Description of the task: Only the text of the records, copied exactly, is wanted; no pictures.

▼

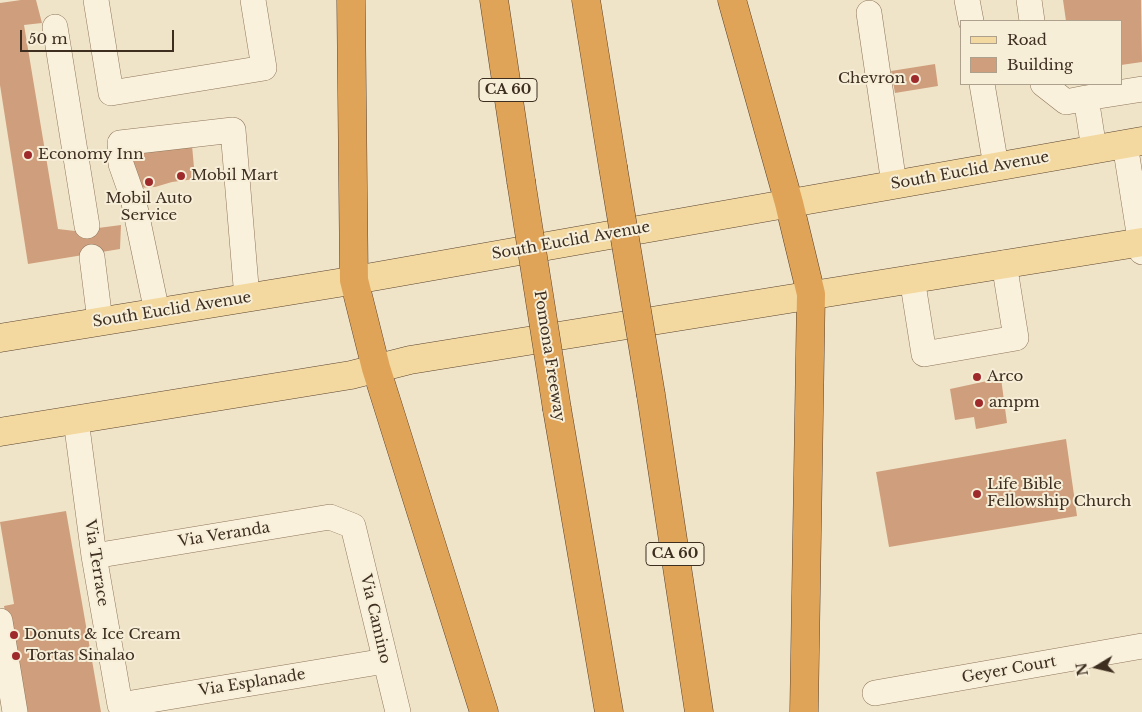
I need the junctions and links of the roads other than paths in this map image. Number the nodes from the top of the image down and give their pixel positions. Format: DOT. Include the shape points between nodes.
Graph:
graph roads {
  1 [pos="96,0"];
  2 [pos="253,0"];
  3 [pos="351,0"];
  4 [pos="494,0"];
  5 [pos="586,0"];
  6 [pos="732,0"];
  7 [pos="967,0"];
  8 [pos="1029,0"];
  9 [pos="869,13"];
  10 [pos="971,20"];
  11 [pos="1032,20"];
  12 [pos="55,27"];
  13 [pos="984,85"];
  14 [pos="1044,85"];
  15 [pos="1142,89"];
  16 [pos="1086,98"];
  17 [pos="1134,142"];
  18 [pos="1094,149"];
  19 [pos="996,166"];
  20 [pos="894,184"];
  21 [pos="789,202"];
  22 [pos="87,226"];
  23 [pos="1142,245"];
  24 [pos="92,257"];
  25 [pos="1004,263"];
  26 [pos="912,278"];
  27 [pos="354,280"];
  28 [pos="811,294"];
  29 [pos="247,298"];
  30 [pos="157,312"];
  31 [pos="100,321"];
  32 [pos="0,338"];
  33 [pos="376,368"];
  34 [pos="76,420"];
  35 [pos="0,432"];
  36 [pos="353,526"];
  37 [pos="94,556"];
  38 [pos="0,621"];
  39 [pos="1142,646"];
  40 [pos="385,661"];
  41 [pos="875,692"];
  42 [pos="120,705"];
  43 [pos="15,712"];
  44 [pos="398,712"];
  45 [pos="484,712"];
  46 [pos="609,712"];
  47 [pos="699,712"];
  48 [pos="804,712"];
  1 -- 2 [label="street" via="111,93 264,68"];
  3 -- 27 [label="highway"];
  4 -- 46 [label="highway, Pomona Freeway / CA 60, bridge" via="557,409"];
  5 -- 47 [label="highway, CA 60, bridge"];
  6 -- 21 [label="highway"];
  7 -- 10 [label="street"];
  8 -- 11 [label="street"];
  9 -- 20 [label="street"];
  12 -- 22 [label="street"];
  13 -- 19 [label="street"];
  14 -- 16 [label="street" via="1066,102"];
  15 -- 16 [label="street"];
  16 -- 18 [label="street"];
  17 -- 18 [label="main road, South Euclid Avenue"];
  17 -- 23 [label="street"];
  18 -- 19 [label="main road, South Euclid Avenue"];
  19 -- 20 [label="main road, South Euclid Avenue"];
  20 -- 21 [label="main road, South Euclid Avenue"];
  21 -- 27 [label="main road, South Euclid Avenue"];
  21 -- 28 [label="highway"];
  23 -- 25 [label="main road"];
  24 -- 31 [label="street"];
  25 -- 26 [label="main road"];
  25 -- 26 [label="street" via="1016,338 924,354"];
  26 -- 28 [label="main road"];
  27 -- 29 [label="main road, South Euclid Avenue"];
  27 -- 33 [label="highway"];
  28 -- 33 [label="main road"];
  28 -- 48 [label="highway"];
  29 -- 30 [label="main road, South Euclid Avenue"];
  29 -- 30 [label="street" via="233,130 120,143 122,164 134,198"];
  30 -- 31 [label="main road, South Euclid Avenue"];
  31 -- 32 [label="main road, South Euclid Avenue"];
  33 -- 34 [label="main road" via="351,375"];
  33 -- 45 [label="highway"];
  34 -- 35 [label="main road"];
  34 -- 37 [label="street, Via Terrace"];
  36 -- 37 [label="street, Via Veranda" via="330,517"];
  36 -- 40 [label="street, Via Camino"];
  37 -- 42 [label="street, Via Terrace"];
  38 -- 43 [label="street"];
  39 -- 41 [label="street, Geyer Court"];
  40 -- 42 [label="street, Via Esplanade"];
  40 -- 44 [label="street, Via Camino"];
}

▲

Solution for this exercise:
I need the junctions and links of the roads other than paths in this map image. Number the nodes from the top of the image down and give their pixel positions. Format: DOT. Include the shape points between nodes.
Graph:
graph roads {
  1 [pos="96,0"];
  2 [pos="253,0"];
  3 [pos="351,0"];
  4 [pos="494,0"];
  5 [pos="586,0"];
  6 [pos="732,0"];
  7 [pos="967,0"];
  8 [pos="1029,0"];
  9 [pos="869,13"];
  10 [pos="971,20"];
  11 [pos="1032,20"];
  12 [pos="55,27"];
  13 [pos="984,85"];
  14 [pos="1044,85"];
  15 [pos="1142,89"];
  16 [pos="1086,98"];
  17 [pos="1134,142"];
  18 [pos="1094,149"];
  19 [pos="996,166"];
  20 [pos="894,184"];
  21 [pos="789,202"];
  22 [pos="87,226"];
  23 [pos="1142,245"];
  24 [pos="92,257"];
  25 [pos="1004,263"];
  26 [pos="912,278"];
  27 [pos="354,280"];
  28 [pos="811,294"];
  29 [pos="247,298"];
  30 [pos="157,312"];
  31 [pos="100,321"];
  32 [pos="0,338"];
  33 [pos="376,368"];
  34 [pos="76,420"];
  35 [pos="0,432"];
  36 [pos="353,526"];
  37 [pos="94,556"];
  38 [pos="0,621"];
  39 [pos="1142,646"];
  40 [pos="385,661"];
  41 [pos="875,692"];
  42 [pos="120,705"];
  43 [pos="15,712"];
  44 [pos="398,712"];
  45 [pos="484,712"];
  46 [pos="609,712"];
  47 [pos="699,712"];
  48 [pos="804,712"];
  1 -- 2 [label="street" via="111,93 264,68"];
  3 -- 27 [label="highway"];
  4 -- 46 [label="highway, Pomona Freeway / CA 60, bridge" via="557,409"];
  5 -- 47 [label="highway, CA 60, bridge"];
  6 -- 21 [label="highway"];
  7 -- 10 [label="street"];
  8 -- 11 [label="street"];
  9 -- 20 [label="street"];
  12 -- 22 [label="street"];
  13 -- 19 [label="street"];
  14 -- 16 [label="street" via="1066,102"];
  15 -- 16 [label="street"];
  16 -- 18 [label="street"];
  17 -- 18 [label="main road, South Euclid Avenue"];
  17 -- 23 [label="street"];
  18 -- 19 [label="main road, South Euclid Avenue"];
  19 -- 20 [label="main road, South Euclid Avenue"];
  20 -- 21 [label="main road, South Euclid Avenue"];
  21 -- 27 [label="main road, South Euclid Avenue"];
  21 -- 28 [label="highway"];
  23 -- 25 [label="main road"];
  24 -- 31 [label="street"];
  25 -- 26 [label="main road"];
  25 -- 26 [label="street" via="1016,338 924,354"];
  26 -- 28 [label="main road"];
  27 -- 29 [label="main road, South Euclid Avenue"];
  27 -- 33 [label="highway"];
  28 -- 33 [label="main road"];
  28 -- 48 [label="highway"];
  29 -- 30 [label="main road, South Euclid Avenue"];
  29 -- 30 [label="street" via="233,130 120,143 122,164 134,198"];
  30 -- 31 [label="main road, South Euclid Avenue"];
  31 -- 32 [label="main road, South Euclid Avenue"];
  33 -- 34 [label="main road" via="351,375"];
  33 -- 45 [label="highway"];
  34 -- 35 [label="main road"];
  34 -- 37 [label="street, Via Terrace"];
  36 -- 37 [label="street, Via Veranda" via="330,517"];
  36 -- 40 [label="street, Via Camino"];
  37 -- 42 [label="street, Via Terrace"];
  38 -- 43 [label="street"];
  39 -- 41 [label="street, Geyer Court"];
  40 -- 42 [label="street, Via Esplanade"];
  40 -- 44 [label="street, Via Camino"];
}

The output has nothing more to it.